Rather than look up some boilerplate circuits and not understanding how they work, try designing from fundamental principles and building up from there. It sounds like you want some voltage controlled current which can drive 0-250mA through a 0-40 Ohm load - not an unreasonable task. Keep in mind the functionality of an op-amp (approximately):
Inputs take no current
Output of op-amp limited to Vpower+ and Vpower- (for rail to rail OPA)

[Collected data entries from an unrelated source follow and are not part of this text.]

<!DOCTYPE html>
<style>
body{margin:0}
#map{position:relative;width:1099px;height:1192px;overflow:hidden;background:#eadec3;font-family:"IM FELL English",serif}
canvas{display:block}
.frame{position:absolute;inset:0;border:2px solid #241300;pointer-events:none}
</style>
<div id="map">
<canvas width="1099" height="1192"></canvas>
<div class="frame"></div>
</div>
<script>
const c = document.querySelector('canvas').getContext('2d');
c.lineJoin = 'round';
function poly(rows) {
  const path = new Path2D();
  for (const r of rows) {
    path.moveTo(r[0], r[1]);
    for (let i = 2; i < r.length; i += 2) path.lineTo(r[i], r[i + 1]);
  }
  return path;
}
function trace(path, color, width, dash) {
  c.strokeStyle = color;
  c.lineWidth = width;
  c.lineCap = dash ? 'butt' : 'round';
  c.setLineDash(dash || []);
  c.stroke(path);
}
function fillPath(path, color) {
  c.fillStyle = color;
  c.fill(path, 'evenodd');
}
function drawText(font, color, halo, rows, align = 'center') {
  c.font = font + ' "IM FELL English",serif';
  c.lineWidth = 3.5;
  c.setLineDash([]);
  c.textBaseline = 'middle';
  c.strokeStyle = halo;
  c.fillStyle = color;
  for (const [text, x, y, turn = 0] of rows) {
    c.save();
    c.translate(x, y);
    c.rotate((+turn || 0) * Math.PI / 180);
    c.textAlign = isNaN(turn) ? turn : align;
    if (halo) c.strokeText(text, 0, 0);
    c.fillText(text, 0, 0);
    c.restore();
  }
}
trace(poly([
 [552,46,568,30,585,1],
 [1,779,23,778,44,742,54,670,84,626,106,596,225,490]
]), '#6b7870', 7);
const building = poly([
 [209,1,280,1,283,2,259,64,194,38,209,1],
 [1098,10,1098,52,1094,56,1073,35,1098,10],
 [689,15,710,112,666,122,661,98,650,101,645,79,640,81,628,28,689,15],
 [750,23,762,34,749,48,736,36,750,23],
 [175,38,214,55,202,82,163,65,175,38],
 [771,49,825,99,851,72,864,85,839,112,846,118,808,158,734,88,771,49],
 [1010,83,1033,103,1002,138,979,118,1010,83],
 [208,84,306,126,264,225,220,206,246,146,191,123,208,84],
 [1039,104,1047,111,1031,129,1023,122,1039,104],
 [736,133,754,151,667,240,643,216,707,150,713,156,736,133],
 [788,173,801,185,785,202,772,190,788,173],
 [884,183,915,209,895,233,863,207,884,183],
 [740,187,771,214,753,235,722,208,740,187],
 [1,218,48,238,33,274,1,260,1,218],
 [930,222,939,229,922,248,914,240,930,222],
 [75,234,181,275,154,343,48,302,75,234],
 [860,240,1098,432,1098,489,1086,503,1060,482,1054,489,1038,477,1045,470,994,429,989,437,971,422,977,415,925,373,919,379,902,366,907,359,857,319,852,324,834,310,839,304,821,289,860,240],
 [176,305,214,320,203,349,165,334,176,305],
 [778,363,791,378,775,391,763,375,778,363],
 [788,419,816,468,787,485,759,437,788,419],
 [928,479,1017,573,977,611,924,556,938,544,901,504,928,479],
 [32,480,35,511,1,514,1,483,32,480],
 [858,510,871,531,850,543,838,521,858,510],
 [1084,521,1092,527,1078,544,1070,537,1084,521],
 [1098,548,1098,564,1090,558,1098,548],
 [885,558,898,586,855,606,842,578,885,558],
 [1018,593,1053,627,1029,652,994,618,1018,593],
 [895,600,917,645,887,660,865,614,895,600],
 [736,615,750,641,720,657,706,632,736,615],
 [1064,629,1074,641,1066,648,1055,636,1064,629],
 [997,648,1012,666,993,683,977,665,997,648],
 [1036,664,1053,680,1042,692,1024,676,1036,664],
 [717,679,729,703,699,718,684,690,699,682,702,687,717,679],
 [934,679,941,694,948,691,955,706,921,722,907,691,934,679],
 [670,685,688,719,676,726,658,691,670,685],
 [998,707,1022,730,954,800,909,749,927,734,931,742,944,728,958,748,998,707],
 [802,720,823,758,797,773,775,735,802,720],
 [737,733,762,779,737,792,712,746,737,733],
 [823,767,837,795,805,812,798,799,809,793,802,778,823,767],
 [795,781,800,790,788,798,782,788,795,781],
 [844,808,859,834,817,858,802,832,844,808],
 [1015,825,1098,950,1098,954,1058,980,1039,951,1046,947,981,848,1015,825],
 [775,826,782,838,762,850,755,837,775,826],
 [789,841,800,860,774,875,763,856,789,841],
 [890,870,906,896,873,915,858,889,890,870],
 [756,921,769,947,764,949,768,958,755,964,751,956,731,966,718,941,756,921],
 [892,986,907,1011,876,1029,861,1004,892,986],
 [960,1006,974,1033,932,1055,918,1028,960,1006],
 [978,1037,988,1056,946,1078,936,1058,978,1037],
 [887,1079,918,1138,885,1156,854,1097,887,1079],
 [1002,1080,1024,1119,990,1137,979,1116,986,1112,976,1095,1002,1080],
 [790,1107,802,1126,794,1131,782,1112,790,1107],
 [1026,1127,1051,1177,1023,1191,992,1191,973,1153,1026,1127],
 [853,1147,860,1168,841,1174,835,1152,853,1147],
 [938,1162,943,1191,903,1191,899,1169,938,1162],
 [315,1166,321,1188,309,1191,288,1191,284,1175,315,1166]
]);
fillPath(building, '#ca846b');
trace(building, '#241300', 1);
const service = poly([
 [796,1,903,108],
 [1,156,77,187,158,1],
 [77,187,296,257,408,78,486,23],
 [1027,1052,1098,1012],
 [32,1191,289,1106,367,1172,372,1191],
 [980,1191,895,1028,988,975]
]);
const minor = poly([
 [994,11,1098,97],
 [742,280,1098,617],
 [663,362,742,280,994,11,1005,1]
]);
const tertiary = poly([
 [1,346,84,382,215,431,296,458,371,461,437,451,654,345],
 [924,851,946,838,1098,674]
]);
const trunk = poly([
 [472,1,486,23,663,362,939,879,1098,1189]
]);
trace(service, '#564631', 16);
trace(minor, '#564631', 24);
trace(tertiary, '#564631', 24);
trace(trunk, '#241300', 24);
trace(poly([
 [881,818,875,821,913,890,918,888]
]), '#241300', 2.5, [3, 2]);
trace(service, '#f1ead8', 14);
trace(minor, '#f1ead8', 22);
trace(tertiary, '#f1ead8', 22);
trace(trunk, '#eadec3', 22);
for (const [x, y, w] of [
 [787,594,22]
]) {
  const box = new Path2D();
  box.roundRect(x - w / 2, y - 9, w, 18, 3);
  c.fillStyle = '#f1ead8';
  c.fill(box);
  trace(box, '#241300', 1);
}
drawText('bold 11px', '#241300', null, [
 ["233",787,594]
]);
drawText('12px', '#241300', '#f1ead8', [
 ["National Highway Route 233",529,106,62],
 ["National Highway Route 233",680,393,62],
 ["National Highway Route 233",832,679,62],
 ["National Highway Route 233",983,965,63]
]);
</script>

When there is a negative feedback path, OPA tries to keep V+ = V-
A very simple current source according to these rules can be derived:
simulate this circuit – Schematic created using CircuitLab
In the above circuit, V+ is grounded (e.g. 0 V). Because the OPA is in negative feedback via the load resistor (RL), rule #3 tells us V- = V+ = 0V. The current Ix = (Vref-0)/Rref via Ohm's law. Rule #1 tells us that the inputs of the OPA take no current, therefore Iy = Ix via KCL. We can conclude that the above circuit is a current source where the current through the load RL, Iy = Vref/Rref. Note the current doesn't depend on the value of the load resistor RL, making it a current source.

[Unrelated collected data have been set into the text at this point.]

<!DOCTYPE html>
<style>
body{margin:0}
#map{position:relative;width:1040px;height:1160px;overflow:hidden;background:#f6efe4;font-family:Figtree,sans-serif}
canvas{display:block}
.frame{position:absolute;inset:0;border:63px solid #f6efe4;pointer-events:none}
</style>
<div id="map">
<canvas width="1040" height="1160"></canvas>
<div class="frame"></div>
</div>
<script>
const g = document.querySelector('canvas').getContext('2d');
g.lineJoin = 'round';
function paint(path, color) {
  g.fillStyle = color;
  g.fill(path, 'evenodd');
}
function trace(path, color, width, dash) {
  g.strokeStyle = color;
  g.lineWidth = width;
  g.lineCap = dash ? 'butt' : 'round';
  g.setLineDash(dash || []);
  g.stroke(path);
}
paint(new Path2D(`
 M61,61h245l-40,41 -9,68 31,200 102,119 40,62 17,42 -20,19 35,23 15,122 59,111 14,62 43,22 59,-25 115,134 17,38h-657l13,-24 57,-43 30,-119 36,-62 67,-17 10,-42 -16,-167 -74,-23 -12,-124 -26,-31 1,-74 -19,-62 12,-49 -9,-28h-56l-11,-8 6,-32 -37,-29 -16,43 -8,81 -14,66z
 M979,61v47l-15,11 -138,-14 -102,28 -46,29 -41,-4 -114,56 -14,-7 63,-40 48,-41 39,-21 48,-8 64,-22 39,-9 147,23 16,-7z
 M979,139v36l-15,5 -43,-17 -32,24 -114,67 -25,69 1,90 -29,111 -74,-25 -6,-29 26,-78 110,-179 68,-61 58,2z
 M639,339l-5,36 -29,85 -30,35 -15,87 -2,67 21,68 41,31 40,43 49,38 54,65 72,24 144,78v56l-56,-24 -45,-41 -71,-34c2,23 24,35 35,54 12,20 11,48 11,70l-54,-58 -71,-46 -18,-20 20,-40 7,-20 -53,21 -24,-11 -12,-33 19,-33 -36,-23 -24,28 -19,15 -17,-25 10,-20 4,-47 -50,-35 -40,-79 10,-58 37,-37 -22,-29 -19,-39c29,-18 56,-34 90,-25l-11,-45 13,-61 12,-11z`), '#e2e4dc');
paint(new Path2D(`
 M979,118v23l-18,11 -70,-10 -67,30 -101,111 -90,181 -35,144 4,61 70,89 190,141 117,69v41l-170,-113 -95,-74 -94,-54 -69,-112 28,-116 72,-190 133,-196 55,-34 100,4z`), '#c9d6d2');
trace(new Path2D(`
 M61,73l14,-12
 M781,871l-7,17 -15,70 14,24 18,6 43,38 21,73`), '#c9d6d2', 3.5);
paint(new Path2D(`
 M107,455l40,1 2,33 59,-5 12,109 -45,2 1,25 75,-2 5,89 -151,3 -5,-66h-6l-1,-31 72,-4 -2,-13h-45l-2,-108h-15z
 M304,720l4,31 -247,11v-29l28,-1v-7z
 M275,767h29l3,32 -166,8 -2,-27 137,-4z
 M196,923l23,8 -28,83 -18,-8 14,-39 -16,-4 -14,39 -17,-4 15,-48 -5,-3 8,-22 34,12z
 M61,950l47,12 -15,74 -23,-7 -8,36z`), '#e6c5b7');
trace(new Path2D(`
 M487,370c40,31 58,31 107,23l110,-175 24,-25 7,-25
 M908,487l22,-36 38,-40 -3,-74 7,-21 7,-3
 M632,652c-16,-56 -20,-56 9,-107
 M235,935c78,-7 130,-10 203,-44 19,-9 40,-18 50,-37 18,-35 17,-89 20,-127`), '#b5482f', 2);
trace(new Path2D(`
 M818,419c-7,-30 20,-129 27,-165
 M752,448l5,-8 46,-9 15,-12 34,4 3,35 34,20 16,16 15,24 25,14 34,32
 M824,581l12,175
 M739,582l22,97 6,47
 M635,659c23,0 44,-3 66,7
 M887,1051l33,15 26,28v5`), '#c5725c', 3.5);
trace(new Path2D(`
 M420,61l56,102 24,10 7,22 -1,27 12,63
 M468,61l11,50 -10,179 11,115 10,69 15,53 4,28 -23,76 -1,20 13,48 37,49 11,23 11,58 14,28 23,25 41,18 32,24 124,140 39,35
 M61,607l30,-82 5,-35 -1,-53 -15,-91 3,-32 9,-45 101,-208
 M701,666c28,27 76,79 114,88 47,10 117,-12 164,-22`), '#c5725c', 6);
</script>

Now your first intuition might be to take this circuit and replace Vref with a DAC. Although this might work, most likely the DAC cannot supply enough current directly (e.g. the output impedance of the DAC is not negligible). However, from the analysis above, we can see another way to control the current, through V+, which in the above circuit is simply grounded. Modifying the above circuit this way yields:
We've replaced the V+ network (which was just a connection to ground before) with the D/A converter (Vin). Therefore, Vin = V+ and furthermore, because V+ is an OPA input, it draws no current so pretty much any DAC should suffice. How does this change the equations? Recall current Ix = (Vref-0)/Rref in the first circuit. The change means now Ix = (Vref-Vin)/Rref. The same applies for Iy, therefore your load current is Iy = (Vref-Vin)/Rref. Note that you can choose appropriate fixed values for your application for Vref and Rref, e.g. if Vin = 0 and you want the output to be 250mA, then you can fix Vref = 10V, Rref = 40 Ohm. Then you can vary Vin to adjust the output current. E.g. with the above configuration, Vin = 5V will yield 125mA, etc. Obviously Vin has an inverse relationship with the current, but it sounds like Vin is coming from some microcontroller/digital source, so that shouldn't be a problem.
Note that there is an additional issue of what the op-amp power needs to be (e.g. +/- 12, or +/- 15, etc). This depends on your maximum load resistance, as the limiting factor is how high or low the output of the OPA can go. If you understand the analysis I've given you, you should be able to go ahead and solve for that given your specifications. As a hint, you will need to apply rule #2 of OPAs.
The Howland current source has an additional constraint that the feedback resistor is fixed, rather than the feedback resistor being the load itself. Nothing in your problem description suggests that you need or want this, though I suppose some OPAs may require this.